On top of the Labour Codes, Delhi has its own layer. Registration under the Delhi Shops and Establishment Act, 1954 is still the starting point for any commercial establishment, and it sits alongside your PF, ESI, and professional tax obligations.
Who Actually Needs This
If you run a government-adjacent consultancy, an IT or media company in Nehru Place or Okhla, a hotel or restaurant chain, a retail outfit with seasonal staff, or an educational or healthcare institution — you fall under one or more of these frameworks the moment you hire your first employee. Doesn't matter if you have 5 people or 500. The Shops Act applies from employee one; PF kicks in at 20 employees; ESI applies once wages cross the notified threshold.
What Non-Compliance Actually Costs You
This is the part that catches a lot of business owners off guard. It's not just a fine. Missed PF or ESI deposits attract damages and interest that compound monthly. Under the Industrial Relations Code, retrenching workers without following the correct process — now applicable at the 300-worker threshold for establishments requiring government permission — can get an order reversed in a labour court, with back-wages owed. And repeat violations under the OSH Code can mean the establishment gets shut down by an inspector, not just fined.
FAQs
- Is Shops and Establishment registration mandatory for a small office in Delhi? Yes. It applies from the day you hire your first employee, regardless of business size.
- Do the new Labour Codes replace PF and ESI? No — PF and ESI still exist, but the Code on Social Security now governs them, and the definition of "wages" used to calculate contributions has changed.

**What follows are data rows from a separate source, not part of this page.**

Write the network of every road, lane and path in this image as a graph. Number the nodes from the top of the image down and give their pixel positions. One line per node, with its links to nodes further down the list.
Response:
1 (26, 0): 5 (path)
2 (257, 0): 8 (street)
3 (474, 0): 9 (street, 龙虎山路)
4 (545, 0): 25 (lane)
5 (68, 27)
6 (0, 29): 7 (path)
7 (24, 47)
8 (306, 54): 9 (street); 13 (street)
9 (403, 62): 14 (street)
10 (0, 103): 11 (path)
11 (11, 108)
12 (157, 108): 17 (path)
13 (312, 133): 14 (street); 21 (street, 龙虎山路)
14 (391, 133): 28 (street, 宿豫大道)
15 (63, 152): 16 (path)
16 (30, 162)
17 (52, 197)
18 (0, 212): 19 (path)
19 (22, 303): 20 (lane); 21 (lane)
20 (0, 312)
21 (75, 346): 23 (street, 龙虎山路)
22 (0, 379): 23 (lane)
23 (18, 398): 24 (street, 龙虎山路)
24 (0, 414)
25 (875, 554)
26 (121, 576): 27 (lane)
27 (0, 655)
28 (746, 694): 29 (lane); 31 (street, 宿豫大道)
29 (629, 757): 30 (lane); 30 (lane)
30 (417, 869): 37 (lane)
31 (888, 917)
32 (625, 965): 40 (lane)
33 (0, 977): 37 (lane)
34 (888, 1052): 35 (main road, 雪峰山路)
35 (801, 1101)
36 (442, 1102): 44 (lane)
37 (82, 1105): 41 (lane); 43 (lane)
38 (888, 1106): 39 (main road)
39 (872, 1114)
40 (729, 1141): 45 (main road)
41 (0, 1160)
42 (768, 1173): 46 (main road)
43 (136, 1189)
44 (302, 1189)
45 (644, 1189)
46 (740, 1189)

- What's the current ESI wage ceiling? As of mid-2026, the pre-existing threshold of ₹21,000/month continues to apply, pending a fresh central notification.
- How long does PF/ESI registration take in Delhi? Typically, 7–10 working days once documentation is complete, though inspector queries can extend this.
- Do I need a labour law consultant if I have an in-house HR team? Most in-house teams handle day-to-day HR well but don't track every state notification under the Labour Codes — that's usually where the gap shows up.
- What happens if I miss a PF deposit deadline? You're liable for damages and interest, calculated on a monthly compounding basis, on top of the deposit itself.
- Does the retrenchment threshold change affect my small business? The 300-worker threshold for prior government permission only affects larger establishments — but the general retrenchment compensation and process rules apply regardless of size.
- Can Exim Advisory handle a labour department inspection that's already scheduled? Yes — we can step in even on short notice, review your registers beforehand, and be present during the inspection.
How Exim Advisory Helps
Our compliance team works with Delhi NCR businesses on exactly this — not just filing returns, but actually catching the problems before an inspector does. We:
- Audit your current wage structure against the 50% Labour Code rule and flag what needs restructuring
- Handle Shops & Establishment registration and renewal, PF/ESI registration and monthly compliance, and Contract Labour licensing
- Draft or update appointment letters, HR policies, and standing orders to match the new Model Standing Orders 2026
- Represent you in departmental inspections and liaise directly with Delhi's labour authorities
- Run a one-time compliance health check so you know exactly where you stand before committing to anything ongoing
Documents We'll Need From You
- PAN and GST registration certificates of the business
- Certificate of Incorporation / Partnership Deed / Shop rental or ownership proof
- Employee headcount and wage register (last 3 months, if available)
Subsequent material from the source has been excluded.